Now for true confessions I believe Michael Vassar gave some seed of B. grandiflora from the Huntington Gardens to the IBS BX and I started some and they grew well. Somewhere along the way I forgot that they came from a summer rainfall area and have been treating them as winter growing and summer dormant. And they have been growing that way in response. I was potting them up this year (before reading that Rachel suggests like with Amaryllis belladonna the time for transplanting them is when they are in growth) and was horrified to see that this was a plant wanting summer rainfall. So I was relieved to see Rhoda writing about this species (and gregaria): "Despite being classified as from different rainfall regions, these two Brunsvigia species behave similarly here in the wild:  if the bulb skips flowering or is still immature, the leaves appear in January and continue to grow until about July, when they gradually dry up.  If the bulb does produce a flower, the leaves appear at about the time of flowering, from late January to March." So in the wild they start to grow in summer to early fall and grow into winter. So help Bill, Rhoda, and Rachel. What should I do with these bulbs to get them back on track or should I just see if they can learn to cope with a very wet winter and a dry summer? Or just give them year round water?

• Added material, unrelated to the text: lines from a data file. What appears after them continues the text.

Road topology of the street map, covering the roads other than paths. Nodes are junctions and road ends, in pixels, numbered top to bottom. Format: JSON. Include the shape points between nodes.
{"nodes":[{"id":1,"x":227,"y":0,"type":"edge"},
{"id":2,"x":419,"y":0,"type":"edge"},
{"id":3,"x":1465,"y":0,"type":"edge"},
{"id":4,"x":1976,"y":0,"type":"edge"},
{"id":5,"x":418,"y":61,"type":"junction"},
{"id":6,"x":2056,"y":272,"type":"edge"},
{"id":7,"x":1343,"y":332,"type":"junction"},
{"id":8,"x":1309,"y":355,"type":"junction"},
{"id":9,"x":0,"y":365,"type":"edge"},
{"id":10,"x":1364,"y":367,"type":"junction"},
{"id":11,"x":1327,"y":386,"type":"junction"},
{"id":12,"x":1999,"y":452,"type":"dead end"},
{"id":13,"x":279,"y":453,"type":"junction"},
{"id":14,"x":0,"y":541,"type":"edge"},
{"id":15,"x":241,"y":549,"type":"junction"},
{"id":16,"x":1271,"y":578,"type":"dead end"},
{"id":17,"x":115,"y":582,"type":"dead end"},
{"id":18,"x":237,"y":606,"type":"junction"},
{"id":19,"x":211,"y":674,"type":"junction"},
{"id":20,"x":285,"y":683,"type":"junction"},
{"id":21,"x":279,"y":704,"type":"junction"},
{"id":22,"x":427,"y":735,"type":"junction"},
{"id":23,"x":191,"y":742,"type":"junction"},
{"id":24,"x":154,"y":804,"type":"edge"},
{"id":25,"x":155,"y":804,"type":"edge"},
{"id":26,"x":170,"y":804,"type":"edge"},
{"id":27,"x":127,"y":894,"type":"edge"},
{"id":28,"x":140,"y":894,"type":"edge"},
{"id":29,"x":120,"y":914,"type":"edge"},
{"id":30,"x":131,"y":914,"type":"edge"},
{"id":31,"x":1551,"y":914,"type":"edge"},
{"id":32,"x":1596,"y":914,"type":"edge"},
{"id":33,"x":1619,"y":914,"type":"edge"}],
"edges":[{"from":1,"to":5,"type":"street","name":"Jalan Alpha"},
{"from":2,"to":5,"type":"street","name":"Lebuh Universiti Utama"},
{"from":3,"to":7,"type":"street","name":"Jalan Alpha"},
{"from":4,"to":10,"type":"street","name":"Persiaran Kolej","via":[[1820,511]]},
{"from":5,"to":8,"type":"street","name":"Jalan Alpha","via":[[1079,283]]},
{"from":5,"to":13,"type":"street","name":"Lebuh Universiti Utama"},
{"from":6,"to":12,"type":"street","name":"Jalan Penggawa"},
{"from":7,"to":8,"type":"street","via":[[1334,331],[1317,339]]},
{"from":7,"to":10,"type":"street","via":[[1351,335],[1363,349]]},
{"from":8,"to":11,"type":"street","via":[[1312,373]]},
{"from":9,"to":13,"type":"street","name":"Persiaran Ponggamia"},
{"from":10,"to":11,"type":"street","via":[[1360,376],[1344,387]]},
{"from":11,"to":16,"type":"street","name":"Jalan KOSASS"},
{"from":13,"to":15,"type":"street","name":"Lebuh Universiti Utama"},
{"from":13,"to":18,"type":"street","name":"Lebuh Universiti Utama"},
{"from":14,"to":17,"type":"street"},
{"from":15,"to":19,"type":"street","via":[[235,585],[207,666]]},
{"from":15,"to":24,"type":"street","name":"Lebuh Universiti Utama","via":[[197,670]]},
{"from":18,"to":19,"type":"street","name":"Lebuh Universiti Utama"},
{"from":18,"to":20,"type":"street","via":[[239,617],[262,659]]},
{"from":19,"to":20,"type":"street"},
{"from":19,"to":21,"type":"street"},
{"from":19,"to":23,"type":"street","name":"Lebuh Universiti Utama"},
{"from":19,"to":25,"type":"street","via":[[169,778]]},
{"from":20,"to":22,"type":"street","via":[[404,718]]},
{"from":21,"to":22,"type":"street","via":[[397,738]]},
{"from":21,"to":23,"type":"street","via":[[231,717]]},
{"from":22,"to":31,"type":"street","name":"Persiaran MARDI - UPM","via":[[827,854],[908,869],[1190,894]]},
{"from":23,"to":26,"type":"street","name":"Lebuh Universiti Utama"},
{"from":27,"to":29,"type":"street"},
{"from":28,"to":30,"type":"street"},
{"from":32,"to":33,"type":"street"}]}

Finally Bill had seed of Brunsvigia gregaria when he was at Cathy's PBS meeting in May and I purchased some. It germinated well and I am thrilled to read that it is one of the easier ones to get to flower. Bill, given Rhoda's comments on when the ones grow in her part of South Africa, when do yours grow in New Zealand? I had planned to keep my growing as long as possible and dry off this summer.

By the way Brunsvigia orientalis, bosmaniae  and grandiflora seem to be able to tolerate a lot of winter rain fall since I haven't sheltered mine at all. My husband thinks we have had about 30 inches (76 cm.) since it started raining in November and there is lot's more to come.